To do:
Pick out and copy every line below that has the word "lane".

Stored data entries
☆ ☆ ☆ ☆ ☆ ☆ ☆

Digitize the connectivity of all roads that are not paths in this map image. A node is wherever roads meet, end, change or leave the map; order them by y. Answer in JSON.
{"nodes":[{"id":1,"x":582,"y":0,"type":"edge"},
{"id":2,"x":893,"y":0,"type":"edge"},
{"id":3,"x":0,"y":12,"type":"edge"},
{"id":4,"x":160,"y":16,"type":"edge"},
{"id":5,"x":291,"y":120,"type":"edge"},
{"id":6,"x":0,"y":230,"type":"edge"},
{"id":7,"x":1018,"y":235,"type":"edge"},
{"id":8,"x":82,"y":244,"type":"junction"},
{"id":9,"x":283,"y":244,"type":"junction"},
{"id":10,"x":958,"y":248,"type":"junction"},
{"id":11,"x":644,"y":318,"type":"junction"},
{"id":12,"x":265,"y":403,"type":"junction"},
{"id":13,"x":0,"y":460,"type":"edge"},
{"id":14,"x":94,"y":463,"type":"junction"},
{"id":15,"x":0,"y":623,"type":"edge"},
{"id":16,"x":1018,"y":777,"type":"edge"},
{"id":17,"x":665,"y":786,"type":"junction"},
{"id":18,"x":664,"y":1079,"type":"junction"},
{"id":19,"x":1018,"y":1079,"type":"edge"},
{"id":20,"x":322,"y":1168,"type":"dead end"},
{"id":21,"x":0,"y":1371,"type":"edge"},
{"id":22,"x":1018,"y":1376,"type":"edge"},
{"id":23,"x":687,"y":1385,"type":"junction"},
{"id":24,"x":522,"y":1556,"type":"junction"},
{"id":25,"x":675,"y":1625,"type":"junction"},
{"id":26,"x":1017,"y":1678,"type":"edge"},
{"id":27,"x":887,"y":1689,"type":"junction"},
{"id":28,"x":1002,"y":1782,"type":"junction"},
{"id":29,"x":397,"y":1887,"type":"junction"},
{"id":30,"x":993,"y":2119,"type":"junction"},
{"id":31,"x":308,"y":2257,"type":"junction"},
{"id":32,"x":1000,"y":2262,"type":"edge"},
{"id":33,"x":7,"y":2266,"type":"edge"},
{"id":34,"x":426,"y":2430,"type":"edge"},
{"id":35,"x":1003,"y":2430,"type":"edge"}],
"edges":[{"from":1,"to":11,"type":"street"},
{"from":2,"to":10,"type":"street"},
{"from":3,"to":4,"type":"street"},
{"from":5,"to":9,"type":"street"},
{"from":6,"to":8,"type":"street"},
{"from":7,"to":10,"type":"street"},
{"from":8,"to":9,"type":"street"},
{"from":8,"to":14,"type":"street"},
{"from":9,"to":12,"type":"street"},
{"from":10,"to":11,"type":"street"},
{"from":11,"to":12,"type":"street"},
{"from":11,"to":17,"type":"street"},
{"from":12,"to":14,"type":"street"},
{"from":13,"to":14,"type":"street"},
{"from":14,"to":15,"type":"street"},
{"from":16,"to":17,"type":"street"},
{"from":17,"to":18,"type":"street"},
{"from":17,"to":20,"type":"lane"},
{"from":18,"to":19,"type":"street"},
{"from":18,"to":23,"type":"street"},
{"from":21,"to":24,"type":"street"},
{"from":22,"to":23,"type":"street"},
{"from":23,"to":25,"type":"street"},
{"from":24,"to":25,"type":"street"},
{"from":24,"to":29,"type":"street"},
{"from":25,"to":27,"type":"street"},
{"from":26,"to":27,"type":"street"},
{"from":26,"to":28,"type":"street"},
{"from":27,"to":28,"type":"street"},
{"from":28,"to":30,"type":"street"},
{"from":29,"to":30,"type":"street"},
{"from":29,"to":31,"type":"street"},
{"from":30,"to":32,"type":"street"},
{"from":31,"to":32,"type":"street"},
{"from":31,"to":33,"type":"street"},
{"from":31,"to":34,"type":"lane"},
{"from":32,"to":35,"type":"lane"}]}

☆ ☆ ☆ ☆ ☆ ☆ ☆

Written reply:
{"from":17,"to":20,"type":"lane"},
{"from":31,"to":34,"type":"lane"},
{"from":32,"to":35,"type":"lane"}]}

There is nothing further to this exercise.